All of the data below should be written out exactly.
▼▼▼
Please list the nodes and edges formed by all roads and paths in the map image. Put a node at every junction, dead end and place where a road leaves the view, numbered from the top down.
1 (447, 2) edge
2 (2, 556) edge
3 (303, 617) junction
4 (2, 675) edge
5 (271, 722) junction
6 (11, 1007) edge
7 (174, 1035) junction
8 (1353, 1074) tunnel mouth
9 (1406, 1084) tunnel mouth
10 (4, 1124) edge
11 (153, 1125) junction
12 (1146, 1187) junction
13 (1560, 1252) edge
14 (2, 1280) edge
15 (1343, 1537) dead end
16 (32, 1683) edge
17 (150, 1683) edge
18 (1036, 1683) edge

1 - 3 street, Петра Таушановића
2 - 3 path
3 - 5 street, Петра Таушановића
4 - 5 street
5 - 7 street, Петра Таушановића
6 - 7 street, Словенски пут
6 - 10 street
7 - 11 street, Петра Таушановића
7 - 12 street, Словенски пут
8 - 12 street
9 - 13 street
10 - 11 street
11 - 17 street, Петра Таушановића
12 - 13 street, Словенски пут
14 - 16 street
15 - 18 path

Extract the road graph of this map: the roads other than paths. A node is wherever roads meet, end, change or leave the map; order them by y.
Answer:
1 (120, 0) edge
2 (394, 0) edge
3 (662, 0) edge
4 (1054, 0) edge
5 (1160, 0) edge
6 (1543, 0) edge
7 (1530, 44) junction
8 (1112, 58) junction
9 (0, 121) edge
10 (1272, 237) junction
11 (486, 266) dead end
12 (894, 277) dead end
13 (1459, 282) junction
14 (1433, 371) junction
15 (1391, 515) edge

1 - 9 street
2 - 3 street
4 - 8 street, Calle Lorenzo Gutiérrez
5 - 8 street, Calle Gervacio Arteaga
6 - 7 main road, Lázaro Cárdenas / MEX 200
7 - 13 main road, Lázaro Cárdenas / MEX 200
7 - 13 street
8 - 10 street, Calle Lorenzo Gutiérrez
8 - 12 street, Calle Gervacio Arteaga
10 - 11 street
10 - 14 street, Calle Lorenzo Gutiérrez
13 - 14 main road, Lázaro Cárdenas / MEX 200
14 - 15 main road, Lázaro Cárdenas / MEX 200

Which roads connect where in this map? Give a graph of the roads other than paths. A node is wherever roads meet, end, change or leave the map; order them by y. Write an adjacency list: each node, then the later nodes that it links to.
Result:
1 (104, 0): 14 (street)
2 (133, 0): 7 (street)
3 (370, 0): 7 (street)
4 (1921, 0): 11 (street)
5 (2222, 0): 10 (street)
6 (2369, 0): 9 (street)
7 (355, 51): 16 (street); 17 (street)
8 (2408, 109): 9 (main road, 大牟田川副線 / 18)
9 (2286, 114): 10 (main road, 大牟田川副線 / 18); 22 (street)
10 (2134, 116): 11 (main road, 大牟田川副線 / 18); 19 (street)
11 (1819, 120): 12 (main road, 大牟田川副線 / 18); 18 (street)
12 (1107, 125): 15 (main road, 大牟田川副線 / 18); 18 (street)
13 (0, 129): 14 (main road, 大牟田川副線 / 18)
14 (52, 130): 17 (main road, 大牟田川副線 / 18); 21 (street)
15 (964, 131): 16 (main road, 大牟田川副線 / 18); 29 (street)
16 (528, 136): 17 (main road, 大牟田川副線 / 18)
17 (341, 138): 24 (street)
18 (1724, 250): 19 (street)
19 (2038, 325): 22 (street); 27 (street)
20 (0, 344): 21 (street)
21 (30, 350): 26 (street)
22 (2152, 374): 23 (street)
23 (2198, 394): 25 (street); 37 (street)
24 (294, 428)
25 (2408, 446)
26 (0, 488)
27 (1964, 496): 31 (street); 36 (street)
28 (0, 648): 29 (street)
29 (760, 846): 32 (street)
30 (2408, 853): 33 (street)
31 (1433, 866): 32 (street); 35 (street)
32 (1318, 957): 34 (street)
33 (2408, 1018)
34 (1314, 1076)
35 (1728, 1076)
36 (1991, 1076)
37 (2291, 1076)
▲▲▲
**Response:**
Please list the nodes and edges formed by all roads and paths in the map image. Put a node at every junction, dead end and place where a road leaves the view, numbered from the top down.
1 (447, 2) edge
2 (2, 556) edge
3 (303, 617) junction
4 (2, 675) edge
5 (271, 722) junction
6 (11, 1007) edge
7 (174, 1035) junction
8 (1353, 1074) tunnel mouth
9 (1406, 1084) tunnel mouth
10 (4, 1124) edge
11 (153, 1125) junction
12 (1146, 1187) junction
13 (1560, 1252) edge
14 (2, 1280) edge
15 (1343, 1537) dead end
16 (32, 1683) edge
17 (150, 1683) edge
18 (1036, 1683) edge

1 - 3 street, Петра Таушановића
2 - 3 path
3 - 5 street, Петра Таушановића
4 - 5 street
5 - 7 street, Петра Таушановића
6 - 7 street, Словенски пут
6 - 10 street
7 - 11 street, Петра Таушановића
7 - 12 street, Словенски пут
8 - 12 street
9 - 13 street
10 - 11 street
11 - 17 street, Петра Таушановића
12 - 13 street, Словенски пут
14 - 16 street
15 - 18 path

Extract the road graph of this map: the roads other than paths. A node is wherever roads meet, end, change or leave the map; order them by y.
Answer:
1 (120, 0) edge
2 (394, 0) edge
3 (662, 0) edge
4 (1054, 0) edge
5 (1160, 0) edge
6 (1543, 0) edge
7 (1530, 44) junction
8 (1112, 58) junction
9 (0, 121) edge
10 (1272, 237) junction
11 (486, 266) dead end
12 (894, 277) dead end
13 (1459, 282) junction
14 (1433, 371) junction
15 (1391, 515) edge

1 - 9 street
2 - 3 street
4 - 8 street, Calle Lorenzo Gutiérrez
5 - 8 street, Calle Gervacio Arteaga
6 - 7 main road, Lázaro Cárdenas / MEX 200
7 - 13 main road, Lázaro Cárdenas / MEX 200
7 - 13 street
8 - 10 street, Calle Lorenzo Gutiérrez
8 - 12 street, Calle Gervacio Arteaga
10 - 11 street
10 - 14 street, Calle Lorenzo Gutiérrez
13 - 14 main road, Lázaro Cárdenas / MEX 200
14 - 15 main road, Lázaro Cárdenas / MEX 200

Which roads connect where in this map? Give a graph of the roads other than paths. A node is wherever roads meet, end, change or leave the map; order them by y. Write an adjacency list: each node, then the later nodes that it links to.
Result:
1 (104, 0): 14 (street)
2 (133, 0): 7 (street)
3 (370, 0): 7 (street)
4 (1921, 0): 11 (street)
5 (2222, 0): 10 (street)
6 (2369, 0): 9 (street)
7 (355, 51): 16 (street); 17 (street)
8 (2408, 109): 9 (main road, 大牟田川副線 / 18)
9 (2286, 114): 10 (main road, 大牟田川副線 / 18); 22 (street)
10 (2134, 116): 11 (main road, 大牟田川副線 / 18); 19 (street)
11 (1819, 120): 12 (main road, 大牟田川副線 / 18); 18 (street)
12 (1107, 125): 15 (main road, 大牟田川副線 / 18); 18 (street)
13 (0, 129): 14 (main road, 大牟田川副線 / 18)
14 (52, 130): 17 (main road, 大牟田川副線 / 18); 21 (street)
15 (964, 131): 16 (main road, 大牟田川副線 / 18); 29 (street)
16 (528, 136): 17 (main road, 大牟田川副線 / 18)
17 (341, 138): 24 (street)
18 (1724, 250): 19 (street)
19 (2038, 325): 22 (street); 27 (street)
20 (0, 344): 21 (street)
21 (30, 350): 26 (street)
22 (2152, 374): 23 (street)
23 (2198, 394): 25 (street); 37 (street)
24 (294, 428)
25 (2408, 446)
26 (0, 488)
27 (1964, 496): 31 (street); 36 (street)
28 (0, 648): 29 (street)
29 (760, 846): 32 (street)
30 (2408, 853): 33 (street)
31 (1433, 866): 32 (street); 35 (street)
32 (1318, 957): 34 (street)
33 (2408, 1018)
34 (1314, 1076)
35 (1728, 1076)
36 (1991, 1076)
37 (2291, 1076)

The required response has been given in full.